Secretchina.com
Negosiasi gencatan senjata di Jalur Gaza masih belum mencapai kesepakatan. Israel tidak hanya mengeluarkan perintah evakuasi baru, tetapi juga terlibat dalam bentrokan besar dengan Hizbullah Lebanon menggunakan roket. Pihak berwenang Teheran menyatakan bahwa Iran tidak berniat memperburuk ketegangan di kawasan Timur Tengah.
Pada 26 Agustus, Reuters melaporkan bahwa pada 25 Agustus malam, Israel mengeluarkan perintah evakuasi baru untuk kota Deir Al-Balah di Jalur Gaza tengah.
Israel mengklaim bahwa Pasukan Pertahanan Israel (IDF) berencana untuk melakukan tindakan militer terhadap Hamas dan kelompok-kelompok ekstremis Islam lainnya di daerah tersebut.
Dalam beberapa hari terakhir, Israel telah mengeluarkan sejumlah perintah evakuasi di berbagai wilayah Jalur Gaza, yang merupakan jumlah terbanyak sejak perang di Jalur Gaza meletus pada Oktober 2023. Hal ini memicu protes keras dari warga Palestina, PBB, dan para pejabat bantuan atas penyusutan wilayah kemanusiaan dan ketidakamanan bagi warga di Jalur Gaza.
Pemerintah kota Deir Al-Balah menyebutkan bahwa hingga kini, perintah evakuasi Israel telah menyebabkan 250.000 orang mengungsi. Petugas medis di Jalur Gaza menyatakan bahwa serangan militer Israel pada 26 Agustus menyebabkan sedikitnya tujuh warga Palestina tewas.

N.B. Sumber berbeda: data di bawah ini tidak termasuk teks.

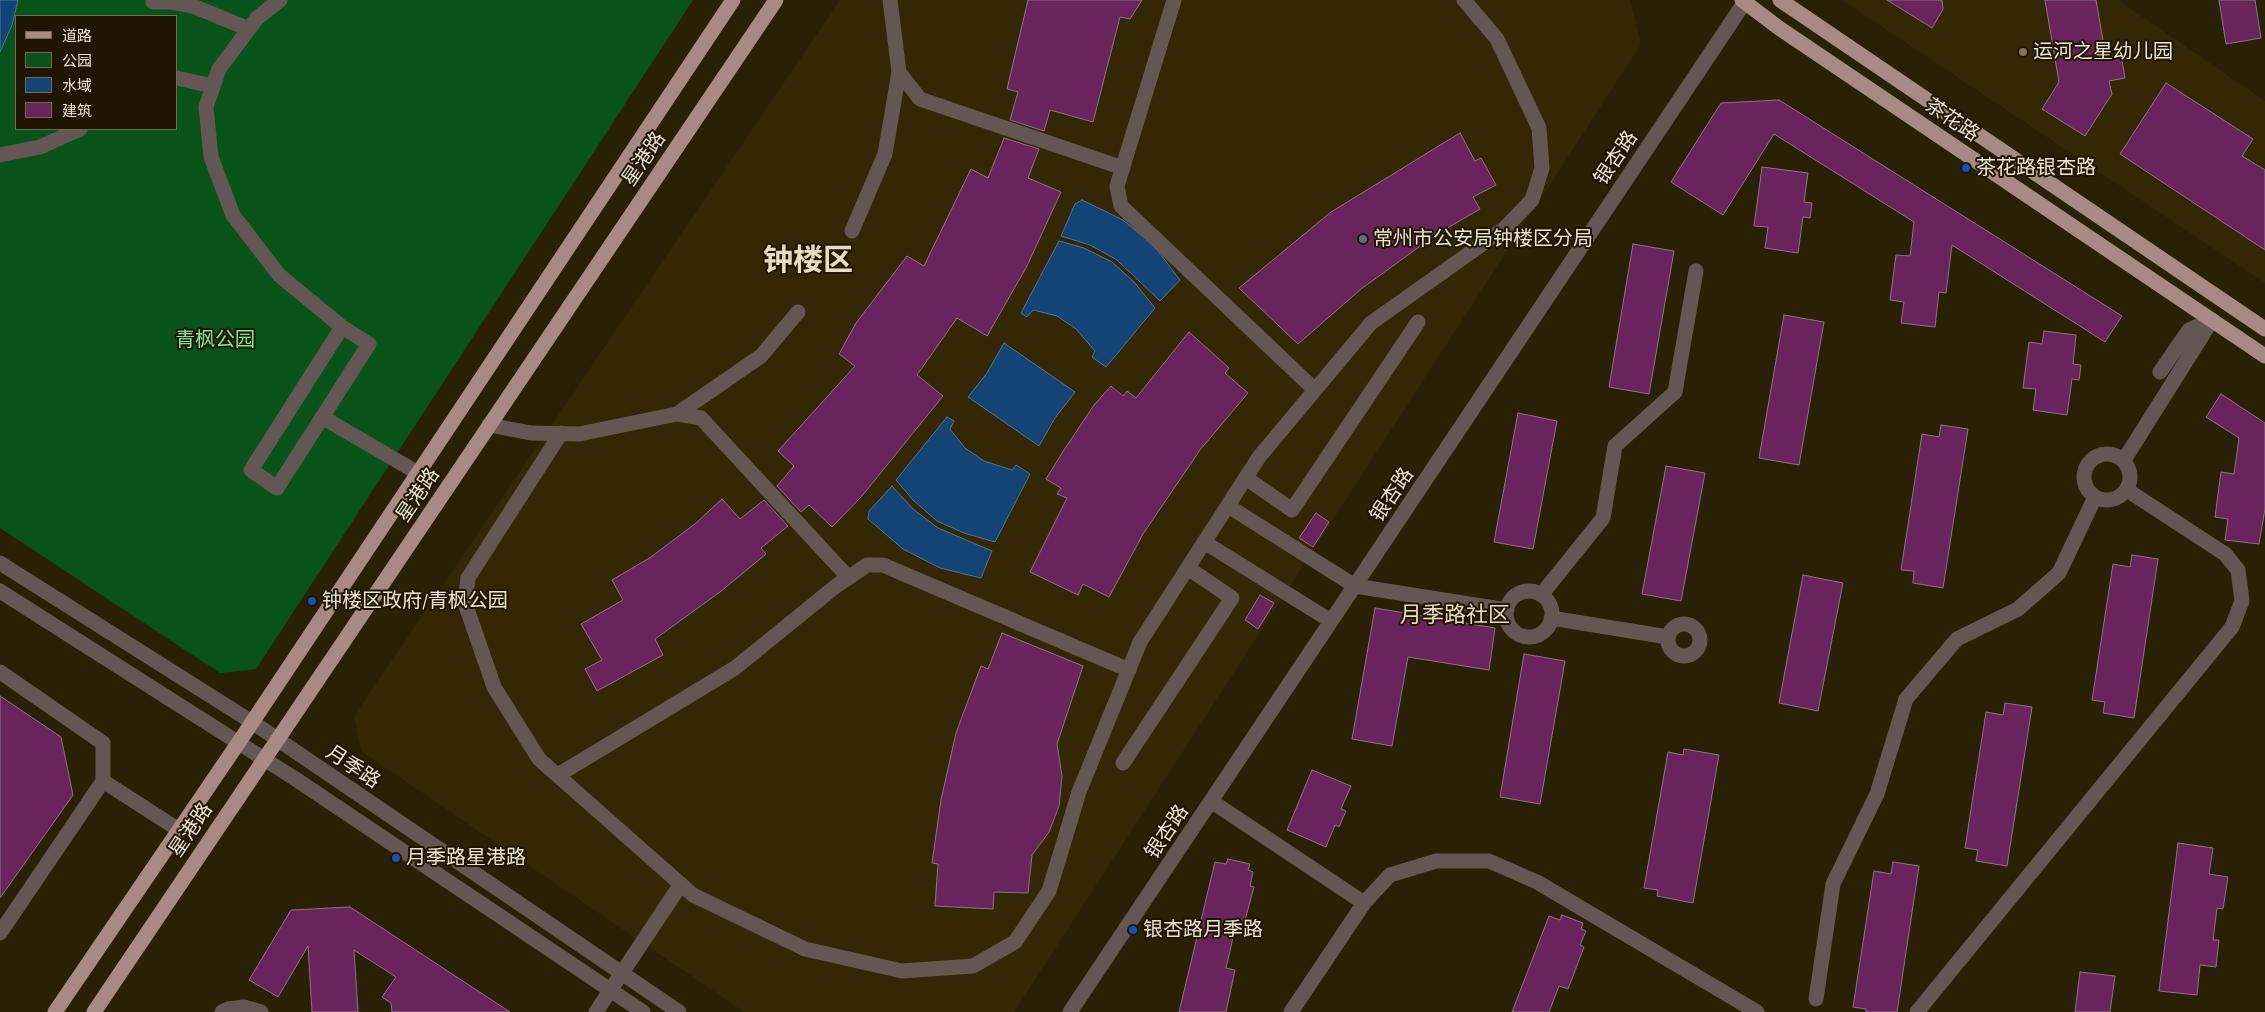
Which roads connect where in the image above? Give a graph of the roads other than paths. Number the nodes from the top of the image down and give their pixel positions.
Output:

Dua orang tewas di Deir Al-Balah, tempat sekitar satu juta warga Palestina berlindung; dua orang tewas di sebuah sekolah di kamp pengungsi Al-Nuseirat; dan tiga orang tewas di kota Rafah di selatan, dekat perbatasan Mesir.
Karena kekhawatiran akan pemboman, perintah evakuasi baru dari Israel memaksa banyak keluarga dan pasien Palestina di Jalur Gaza untuk meninggalkan Rumah Sakit Al-Aqsa, fasilitas medis utama di Deir Al-Balah, tempat ratusan ribu penduduk dan pengungsi berlindung. Rumah Sakit Al-Aqsa terletak sangat dekat dengan area yang termasuk dalam perintah evakuasi Israel.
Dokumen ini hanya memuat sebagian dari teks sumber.